Für die FDPFraktion hat nun Herr Kollege Karsten Klein das Wort. Bitte schön.

Sehr geehrter Herr Präsident, liebe Kolleginnen und Kollegen! Ich möchte zu allererst ganz kurz festhalten und mich dafür bedanken, dass Kollegin Stamm gerade festgestellt hat, dass wir in der Koalition bei der Haushaltsaufstellung unsere Hausaufgaben machen. Dafür bedanke ich mich sehr herzlich.

Das Zweite ist - auch das möchte ich vorneweg noch bemerken -, dass wir einen Teil der Maßnahmen oder vielleicht sogar den gesamten Haushalt unter ein visionäres Ziel stellen und dem einen Claim geben. Das ist doch kein Marketing-Gag, sondern das ist genau das, was heute von uns gefordert wird, dass wir nämlich den Bürgerinnen und Bürgern sagen, was wir mit ihren Steuergeldern tun, die wir als Treuhänder verwalten. Deshalb kann ich überhaupt nichts Ehrenrühriges dabei finden, wenn wir den Aufbruch Bayern organisieren. Aber ich belasse es bei dieser kleinen Replik.

Ich will nun auf den Antrag eingehen. Es ist das gute Recht eines jeden Mitglieds dieses Hauses, einen Antrag einzureichen, der dann auch diskutiert wird. Wir

haben dies, so denke ich, im Haushaltsausschuss sehr fachkundig und interessiert getan.
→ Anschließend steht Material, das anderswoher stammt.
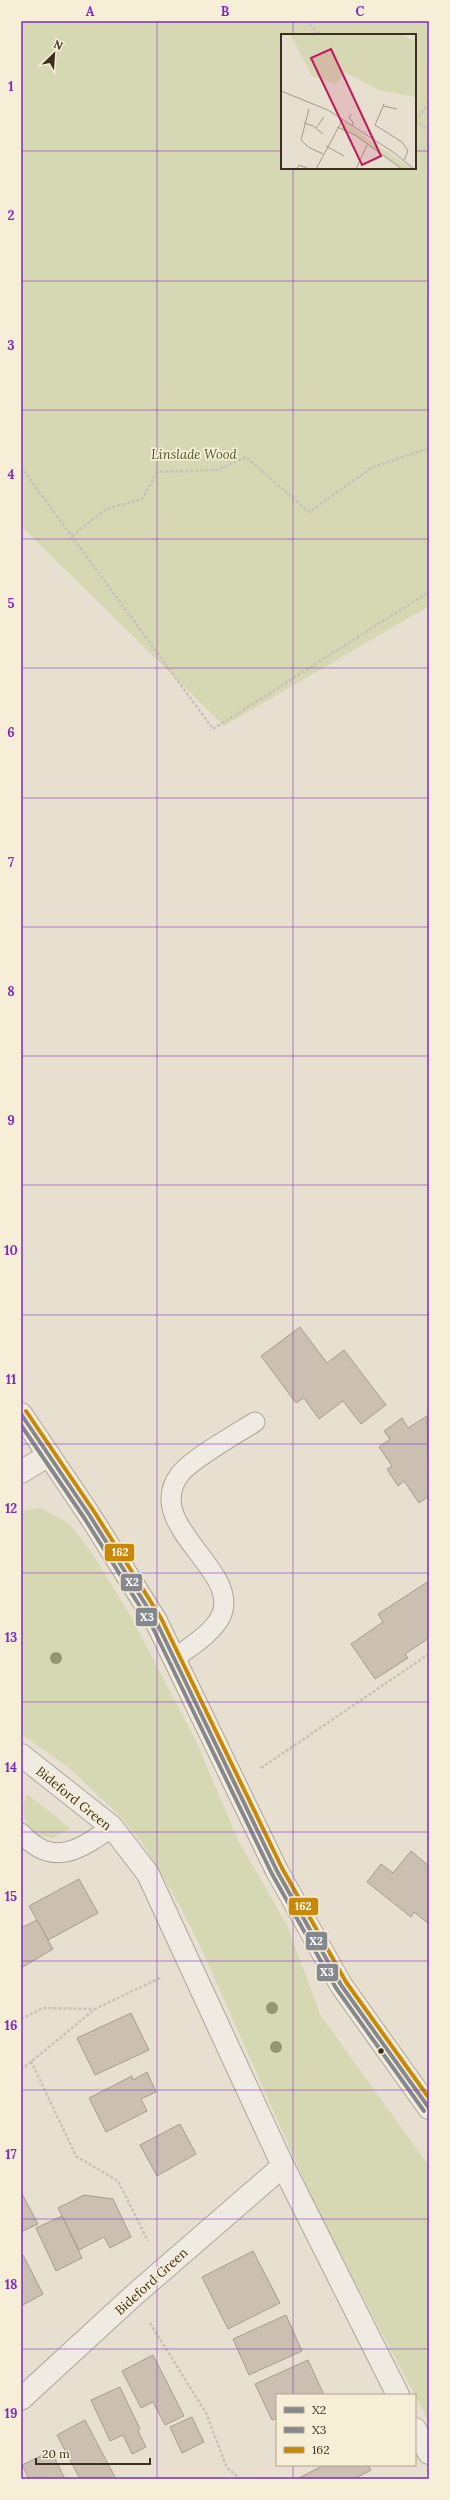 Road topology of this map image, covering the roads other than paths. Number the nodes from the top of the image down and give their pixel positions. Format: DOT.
graph roads {
  1 [pos="21,1414"];
  2 [pos="255,1422"];
  3 [pos="49,1455"];
  4 [pos="21,1472"];
  5 [pos="174,1659"];
  6 [pos="22,1759"];
  7 [pos="112,1827"];
  8 [pos="21,1833"];
  9 [pos="429,2108"];
  10 [pos="283,2166"];
  11 [pos="397,2394"];
  12 [pos="21,2399"];
  13 [pos="416,2431"];
  14 [pos="429,2453"];
  1 -- 3 [label="street"];
  2 -- 5 [label="lane"];
  3 -- 4 [label="street"];
  3 -- 5 [label="street"];
  5 -- 9 [label="street"];
  6 -- 7 [label="street, Bideford Green"];
  7 -- 8 [label="lane"];
  7 -- 10 [label="street, Bideford Green"];
  10 -- 11 [label="street, Bideford Green"];
  10 -- 12 [label="street, Bideford Green"];
  13 -- 14 [label="street"];
} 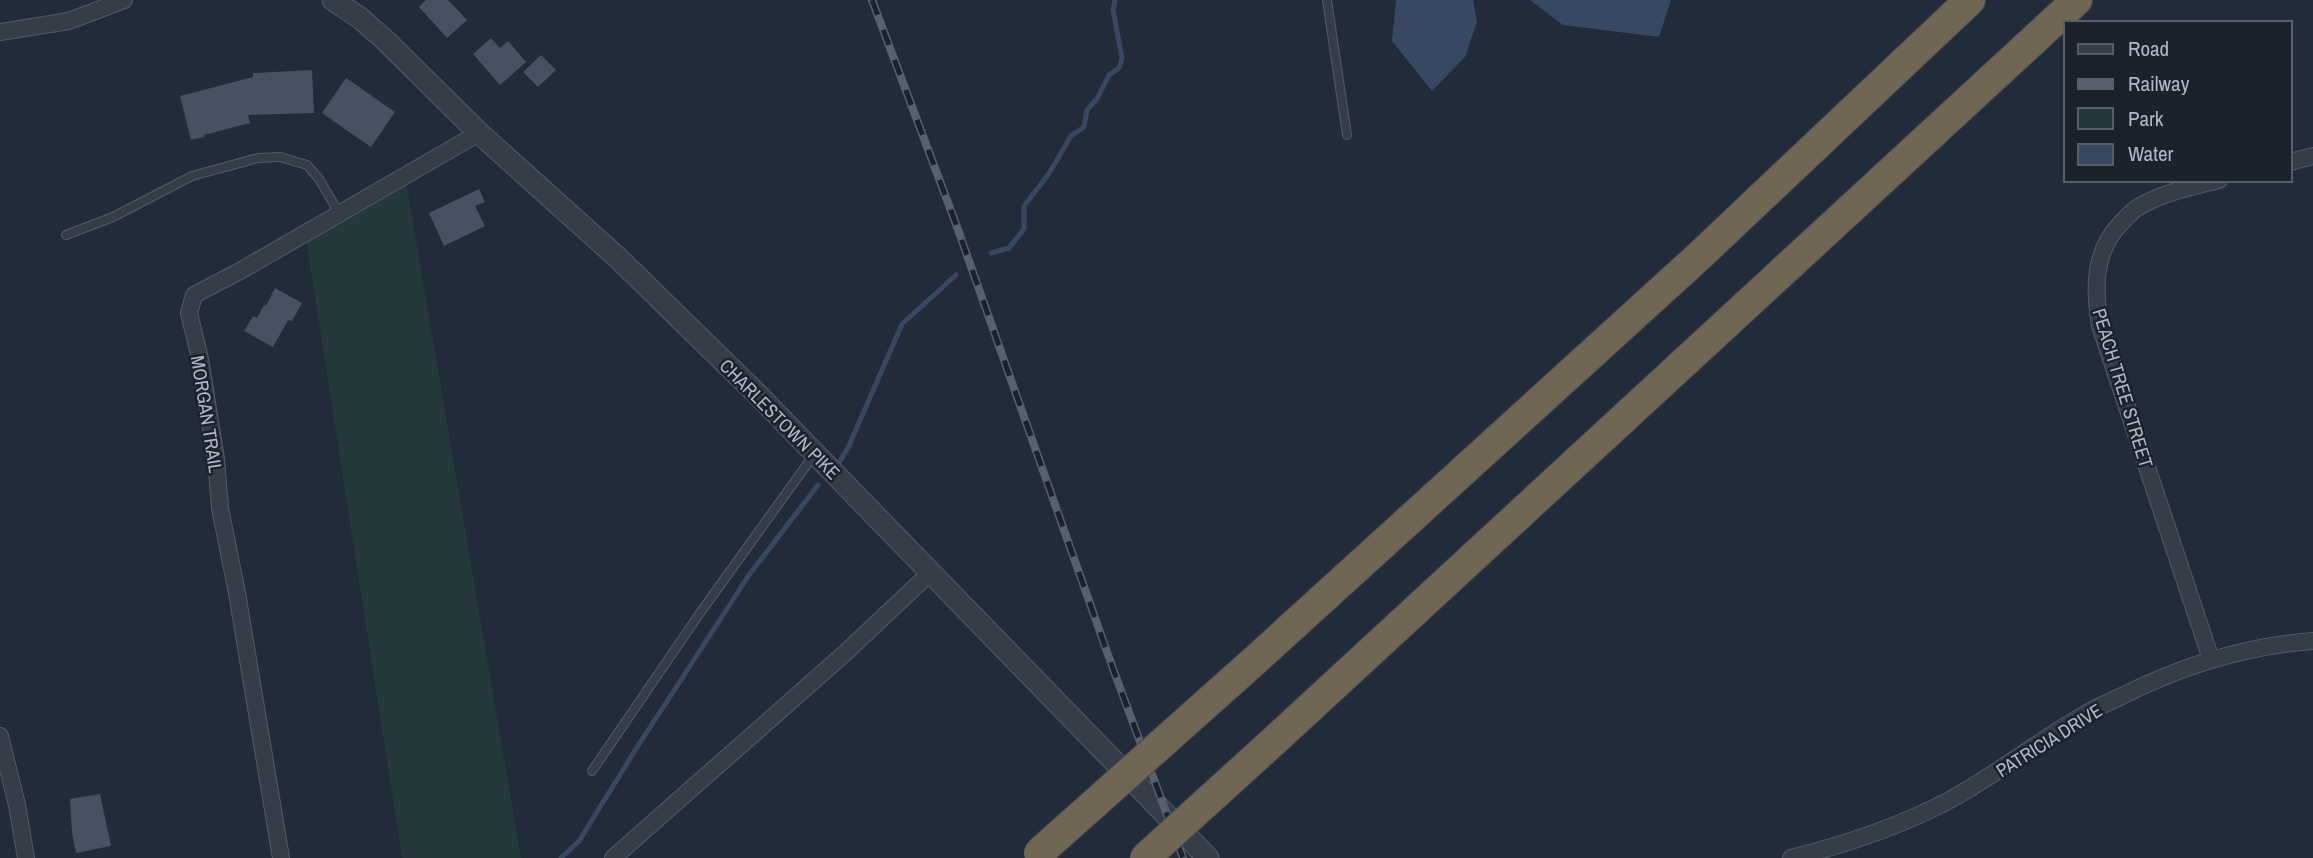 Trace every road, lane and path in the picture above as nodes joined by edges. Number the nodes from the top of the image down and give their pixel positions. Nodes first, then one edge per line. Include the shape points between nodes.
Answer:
1 (124, 0) edge
2 (1327, 0) edge
3 (1970, 0) edge
4 (2077, 0) edge
5 (342, 2) edge
6 (0, 32) edge
7 (479, 133) junction
8 (1347, 135) dead end
9 (2313, 156) edge
10 (2292, 161) edge
11 (2211, 182) edge
12 (339, 213) junction
13 (66, 234) dead end
14 (815, 453) junction
15 (930, 573) junction
16 (2313, 642) edge
17 (2211, 659) junction
18 (0, 736) edge
19 (592, 771) dead end
20 (17, 805) junction
21 (0, 807) edge
22 (1036, 856) edge
23 (26, 858) edge
24 (281, 858) edge
25 (612, 858) edge
26 (1145, 858) edge
27 (1208, 858) edge
28 (1791, 858) edge

1 - 6 street via 69,21
2 - 8 lane
3 - 22 highway, bridge via 1696,258
4 - 26 highway, bridge
5 - 7 street, CHARLESTOWN PIKE
7 - 12 street, MORGAN TRAIL
7 - 14 street, CHARLESTOWN PIKE via 618,258
9 - 10 street
11 - 17 street, PEACH TREE STREET via 2135,209 2103,249 2096,299 2100,326
12 - 13 lane via 307,165 279,156 192,176 113,217
12 - 24 street, MORGAN TRAIL via 194,295 189,313
14 - 15 street, CHARLESTOWN PIKE
14 - 19 lane
15 - 25 street
15 - 27 street, CHARLESTOWN PIKE
16 - 17 street, PATRICIA DRIVE via 2277,644
17 - 28 street, PATRICIA DRIVE via 2146,684 2078,718 1980,783 1906,822
18 - 20 street
20 - 21 street
20 - 23 street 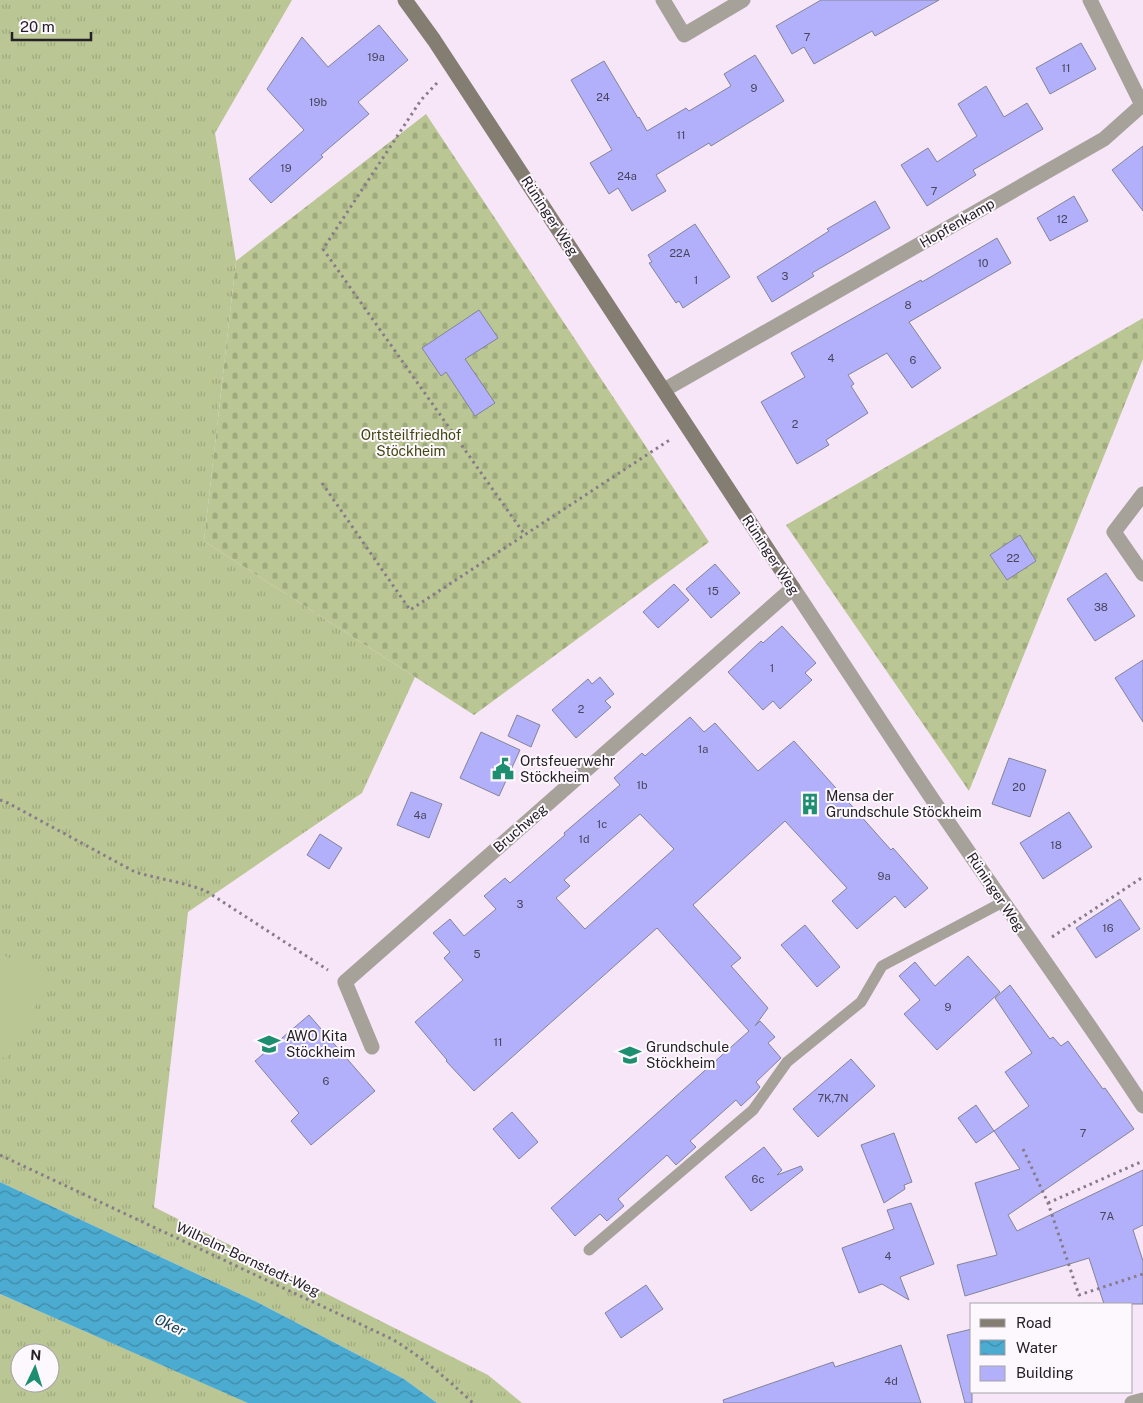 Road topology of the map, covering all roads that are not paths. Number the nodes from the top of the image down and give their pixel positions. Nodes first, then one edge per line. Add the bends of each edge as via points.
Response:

Das war am 8. Juni 2011. Im Großen und Ganzen verweise ich auf das Protokoll dieser Sitzung. Ich fand es allerdings etwas traurig, dass sich Frau Kollegin Dr. Pauli an dieser Debatte nicht beteiligt hat.

Mir kommt der Antrag so vor, dass man etwas sucht und finden will, was es schon gibt. Es gab einmal einen Herrn Montesquieu, der das Prinzip der Gewaltenteilung aufgestellt hat. Einen Teil davon versuchen Sie jetzt in dem Antrag wiederzugeben. Ich glaube, wir haben mit dem Obersten Rechnungshof, dem Haushaltsausschuss, dem Parlament und der Staatsregierung alle Funktionen, die Sie in dem Antrag fordern, längst abgedeckt. Deshalb kann ich mich nur noch einmal dem anschließen, was wir schon im Ausschuss getan haben, nämlich diesen Antrag wohlbegründet abzulehnen.

(Beifall bei der FDP)

Weitere Wortmeldungen liegen nicht vor. Damit ist die Aussprache geschlossen.